Description of the task: Whenever the word "down" appears in a line of the listing, copy that line.

Data for processing:
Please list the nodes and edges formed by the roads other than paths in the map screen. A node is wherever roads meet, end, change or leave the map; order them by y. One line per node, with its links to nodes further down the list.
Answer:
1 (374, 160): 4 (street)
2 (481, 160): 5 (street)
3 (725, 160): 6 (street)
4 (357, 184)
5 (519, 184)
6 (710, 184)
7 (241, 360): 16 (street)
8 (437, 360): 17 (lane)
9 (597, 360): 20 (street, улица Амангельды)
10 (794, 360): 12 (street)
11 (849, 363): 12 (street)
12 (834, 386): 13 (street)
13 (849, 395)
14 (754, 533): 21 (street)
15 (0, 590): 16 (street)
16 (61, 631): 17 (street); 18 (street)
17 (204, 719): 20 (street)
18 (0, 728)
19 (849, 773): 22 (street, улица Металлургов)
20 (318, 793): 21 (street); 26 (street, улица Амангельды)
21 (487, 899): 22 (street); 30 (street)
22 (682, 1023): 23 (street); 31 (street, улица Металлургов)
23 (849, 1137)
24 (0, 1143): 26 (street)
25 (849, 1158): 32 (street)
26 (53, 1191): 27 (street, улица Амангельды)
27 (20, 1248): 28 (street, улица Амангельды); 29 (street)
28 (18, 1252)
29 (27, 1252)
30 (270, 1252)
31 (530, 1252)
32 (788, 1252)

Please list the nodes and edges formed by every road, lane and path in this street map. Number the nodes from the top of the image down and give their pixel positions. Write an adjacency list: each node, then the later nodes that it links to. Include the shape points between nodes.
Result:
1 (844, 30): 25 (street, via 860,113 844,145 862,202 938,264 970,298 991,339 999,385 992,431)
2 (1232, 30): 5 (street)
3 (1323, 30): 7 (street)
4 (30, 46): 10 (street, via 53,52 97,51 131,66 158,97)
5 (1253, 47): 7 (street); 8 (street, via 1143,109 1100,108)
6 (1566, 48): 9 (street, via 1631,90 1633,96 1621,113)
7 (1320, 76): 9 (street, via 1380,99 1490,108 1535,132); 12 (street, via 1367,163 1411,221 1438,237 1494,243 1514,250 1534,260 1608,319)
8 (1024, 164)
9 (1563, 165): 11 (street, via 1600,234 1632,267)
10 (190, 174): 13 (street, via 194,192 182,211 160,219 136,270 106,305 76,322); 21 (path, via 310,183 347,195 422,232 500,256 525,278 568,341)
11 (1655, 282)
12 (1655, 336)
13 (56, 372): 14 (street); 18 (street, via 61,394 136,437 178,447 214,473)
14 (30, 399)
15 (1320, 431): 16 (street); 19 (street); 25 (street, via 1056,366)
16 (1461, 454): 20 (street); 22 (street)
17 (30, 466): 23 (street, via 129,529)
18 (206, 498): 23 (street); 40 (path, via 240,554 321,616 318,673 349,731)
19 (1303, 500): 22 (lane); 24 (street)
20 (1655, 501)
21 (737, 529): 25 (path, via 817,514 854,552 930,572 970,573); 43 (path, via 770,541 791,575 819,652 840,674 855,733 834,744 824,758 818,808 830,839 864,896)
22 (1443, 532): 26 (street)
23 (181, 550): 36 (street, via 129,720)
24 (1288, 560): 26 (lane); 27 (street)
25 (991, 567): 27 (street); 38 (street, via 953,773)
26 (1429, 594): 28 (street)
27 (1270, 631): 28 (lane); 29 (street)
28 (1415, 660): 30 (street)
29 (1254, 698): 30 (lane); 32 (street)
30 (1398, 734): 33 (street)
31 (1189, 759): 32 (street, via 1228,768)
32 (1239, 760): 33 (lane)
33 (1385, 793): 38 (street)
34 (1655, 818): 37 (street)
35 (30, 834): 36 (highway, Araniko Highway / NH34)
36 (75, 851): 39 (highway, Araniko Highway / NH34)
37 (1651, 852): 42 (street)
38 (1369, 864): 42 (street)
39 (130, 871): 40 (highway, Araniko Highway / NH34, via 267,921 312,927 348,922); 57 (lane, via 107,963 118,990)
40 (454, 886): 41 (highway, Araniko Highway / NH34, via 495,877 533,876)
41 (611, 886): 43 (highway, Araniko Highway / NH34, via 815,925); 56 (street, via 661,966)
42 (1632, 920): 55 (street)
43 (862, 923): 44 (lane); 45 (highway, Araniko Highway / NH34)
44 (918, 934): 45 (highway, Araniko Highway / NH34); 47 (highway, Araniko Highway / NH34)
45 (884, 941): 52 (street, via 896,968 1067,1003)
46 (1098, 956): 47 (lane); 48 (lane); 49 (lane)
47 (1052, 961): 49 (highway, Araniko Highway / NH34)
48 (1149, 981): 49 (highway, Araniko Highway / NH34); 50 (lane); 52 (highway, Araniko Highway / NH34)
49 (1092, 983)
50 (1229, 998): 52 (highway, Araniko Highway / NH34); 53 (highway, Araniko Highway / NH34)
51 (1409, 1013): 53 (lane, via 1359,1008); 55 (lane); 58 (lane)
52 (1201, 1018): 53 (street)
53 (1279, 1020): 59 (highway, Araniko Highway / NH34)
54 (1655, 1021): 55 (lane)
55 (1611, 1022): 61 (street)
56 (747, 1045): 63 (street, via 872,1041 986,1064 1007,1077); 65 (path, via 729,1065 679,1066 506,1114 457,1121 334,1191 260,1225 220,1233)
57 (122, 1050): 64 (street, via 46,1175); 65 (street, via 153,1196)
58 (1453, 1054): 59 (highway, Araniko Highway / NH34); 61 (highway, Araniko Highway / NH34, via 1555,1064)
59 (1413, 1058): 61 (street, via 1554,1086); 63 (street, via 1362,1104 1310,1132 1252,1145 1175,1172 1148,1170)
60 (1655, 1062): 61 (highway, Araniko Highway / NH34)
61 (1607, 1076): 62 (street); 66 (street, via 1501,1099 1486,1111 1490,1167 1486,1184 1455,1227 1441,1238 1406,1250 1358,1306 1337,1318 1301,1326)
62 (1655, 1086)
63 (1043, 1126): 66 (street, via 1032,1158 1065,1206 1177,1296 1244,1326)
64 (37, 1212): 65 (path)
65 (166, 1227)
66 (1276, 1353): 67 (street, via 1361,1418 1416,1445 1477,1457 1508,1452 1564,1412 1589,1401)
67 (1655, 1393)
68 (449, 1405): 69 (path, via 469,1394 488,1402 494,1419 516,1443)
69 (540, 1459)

Final answer:
Please list the nodes and edges formed by the roads other than paths in the map screen. A node is wherever roads meet, end, change or leave the map; order them by y. One line per node, with its links to nodes further down the list.
Please list the nodes and edges formed by every road, lane and path in this street map. Number the nodes from the top of the image down and give their pixel positions. Write an adjacency list: each node, then the later nodes that it links to. Include the shape points between nodes.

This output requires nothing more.